Les nombres proviennent « de l’unité qui les produit multipliée par elle-même ; ils sont tous simples, entiers et parfaits ». C’est ainsi que « tous les nombres, à quelque degré qu’ils soient multipliés, rentrent dans les dix premiers, à savoir : 1, 2, 3, 4, 5, 6, 7, 8, 9, 10, lesquels à leur tour rentrent dans les quatre premiers : 1, 2, 3, 4, qui en sont les générateurs ; ce qui se prouve par l’addition géométrique des uns et des autres ». En d’autres termes, ce n’est qu’à partir de 4 que nous pouvons par addition des différents nombres issus de l’unité atteindre le dénaire divin puis l’unité première, et ces quatre premiers nombres, par leurs additions diverses, permettent de constituer tous les autres jusqu’à la décade. « D’où il résulte que 1 multiplié par son carré produit 4, que ces 4 nombres primordiaux contiennent tous les autres en eux, qu’ils sont les seuls nombres divins coéternels, puisqu’ils sont le signe qui représente sensiblement à l’intelligence de l’homme la quatriple essence divine. Il s’ensuit que les nombres suivants qui complètent la décade ne sont que des nombres temporels, dont la loi particulière à chacun n’a point été manifestée dans l’immensité divine avant le commencement des temps. » Néanmoins, Dieu étant un, « tous les nombres sont coéternels en celui qui est un. »

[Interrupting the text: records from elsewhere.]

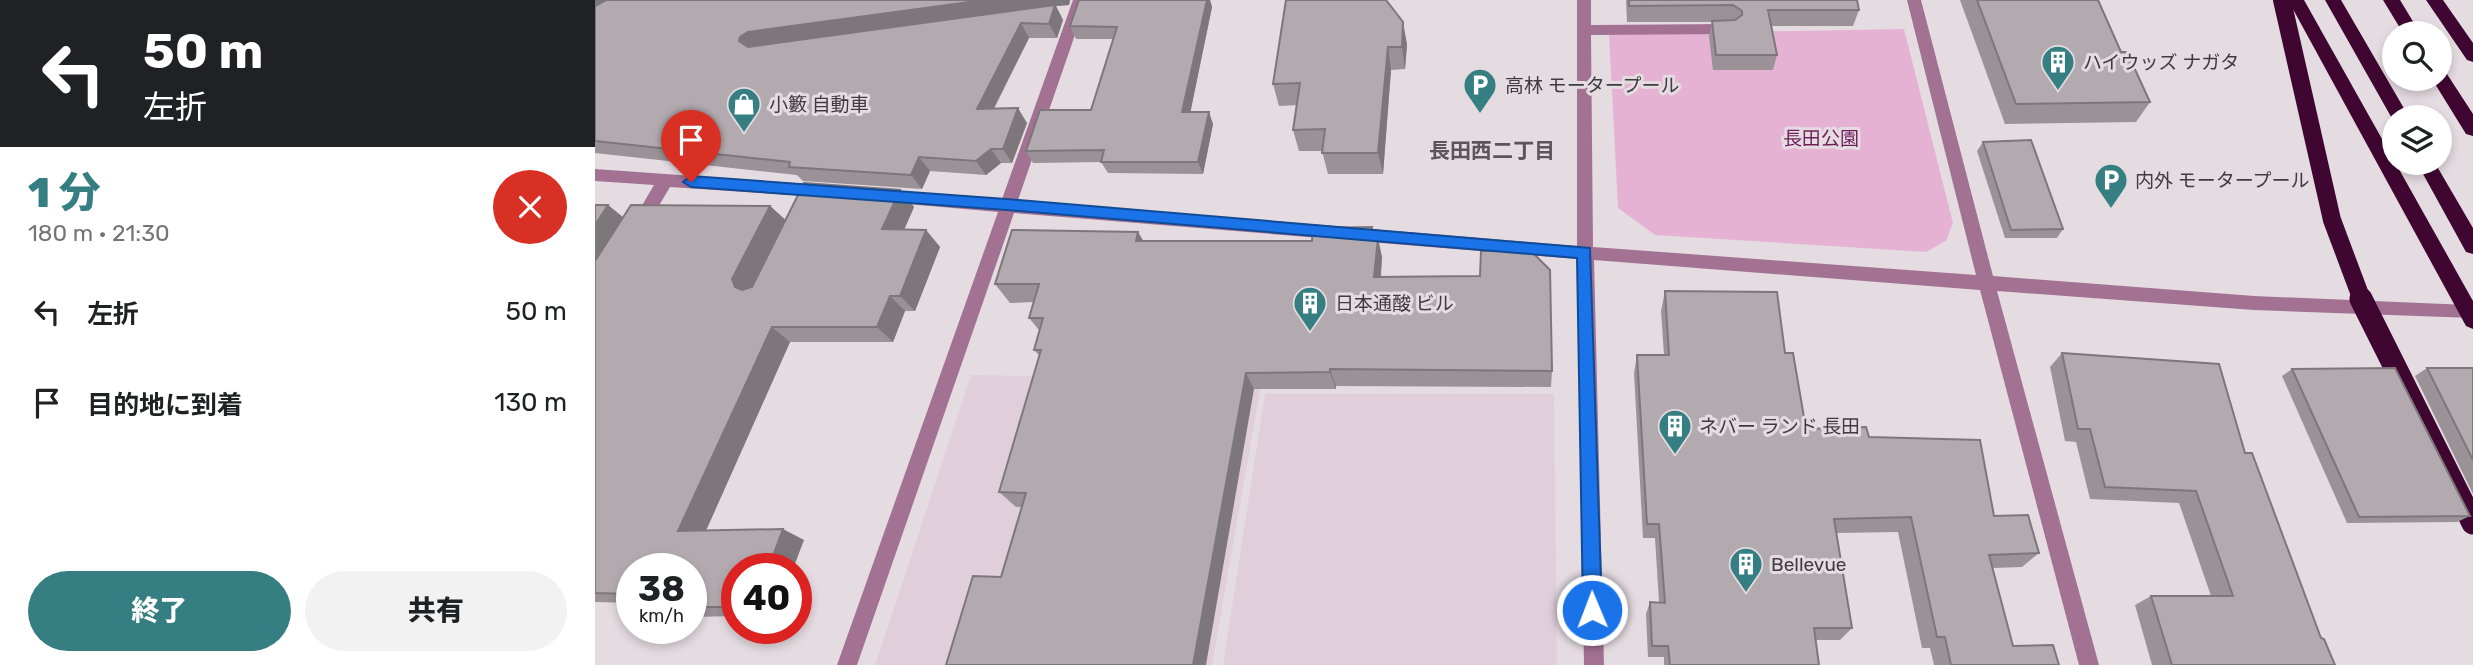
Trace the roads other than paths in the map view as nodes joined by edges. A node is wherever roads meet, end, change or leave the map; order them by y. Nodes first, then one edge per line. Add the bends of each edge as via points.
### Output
1 (1584, 0) edge
2 (1914, 0) edge
3 (2282, 0) edge
4 (2296, 0) edge
5 (2333, 0) edge
6 (2391, 0) edge
7 (2434, 0) edge
8 (1072, 8) edge
9 (2404, 21) edge
10 (1730, 29) edge
11 (1585, 30) junction
12 (2473, 56) edge
13 (2449, 91) edge
14 (2393, 105) edge
15 (2473, 129) edge
16 (595, 175) edge
17 (2432, 175) edge
18 (666, 180) junction
19 (842, 192) edge
20 (869, 194) edge
21 (1006, 204) junction
22 (631, 237) edge
23 (2473, 246) edge
24 (1585, 253) junction
25 (1986, 281) junction
26 (2471, 319) edge
27 (2473, 523) edge
28 (847, 665) edge
29 (1594, 665) edge
30 (2089, 665) edge

1 - 11 street
2 - 25 street
3 - 27 highway, bridge via 2332,220 2354,280
4 - 26 highway
5 - 14 highway
6 - 9 highway
7 - 12 highway
8 - 21 street
10 - 11 street
11 - 24 street
13 - 15 highway
16 - 18 street
17 - 23 highway
18 - 19 street via 812,196
18 - 22 street
20 - 21 street
21 - 24 street
21 - 28 street
24 - 25 street
24 - 29 street
25 - 26 street
25 - 30 street

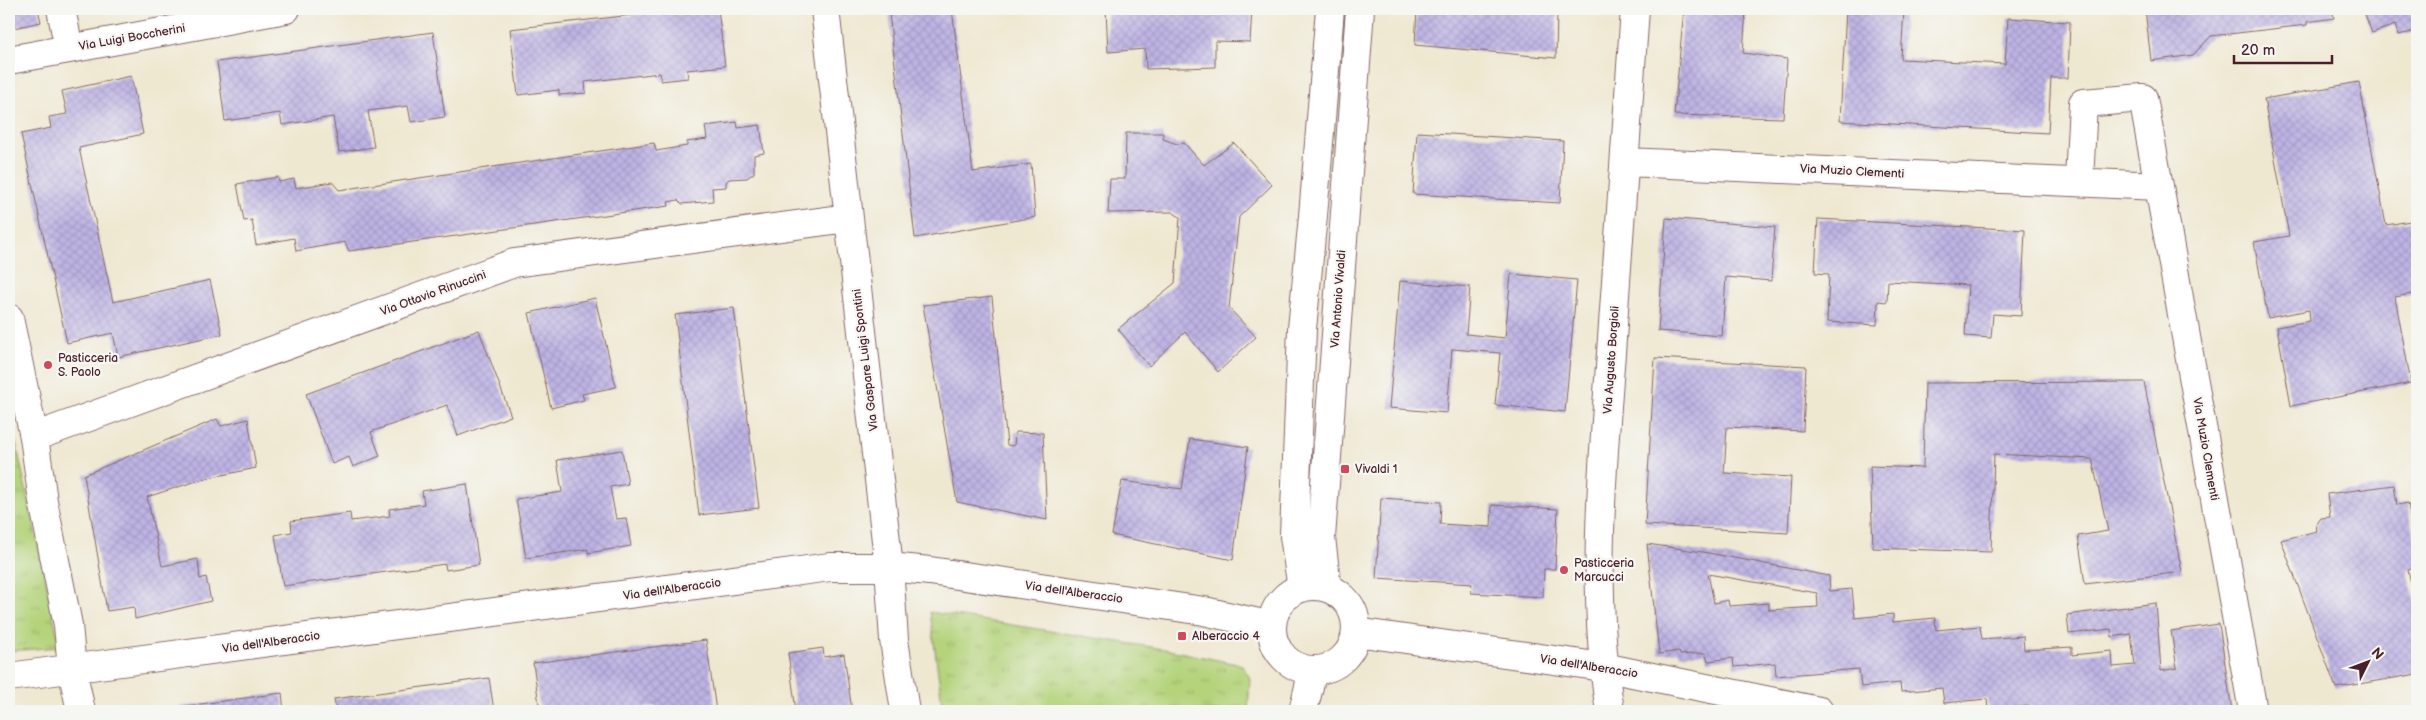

De même que nous avons établi un distinguo entre les trois différentes régions, Jean-Baptiste Willermoz nous avertit qu’il est « essentiel, si on ne veut point tomber dans la confusion, lorsqu’on se livre à l’étude des nombres et à leurs différentes applications, de ne jamais confondre le dénaire divin, compris dans les quatre premiers nombres coéternels, avec la décade entière temporelle [donc liée à la Création dans ses aspects surcéleste, céleste et terrestre]. Il n’est plus donné à l’homme depuis sa chute de connaître le premier. […] Il doit faire tous ses efforts pour bien connaître le second, qui n’est qu’une faible image du premier, puisque ce n’est que par lui qu’il peut connaître sa propre essence, ainsi que la loi et les propriétés de tous les êtres de la nature. »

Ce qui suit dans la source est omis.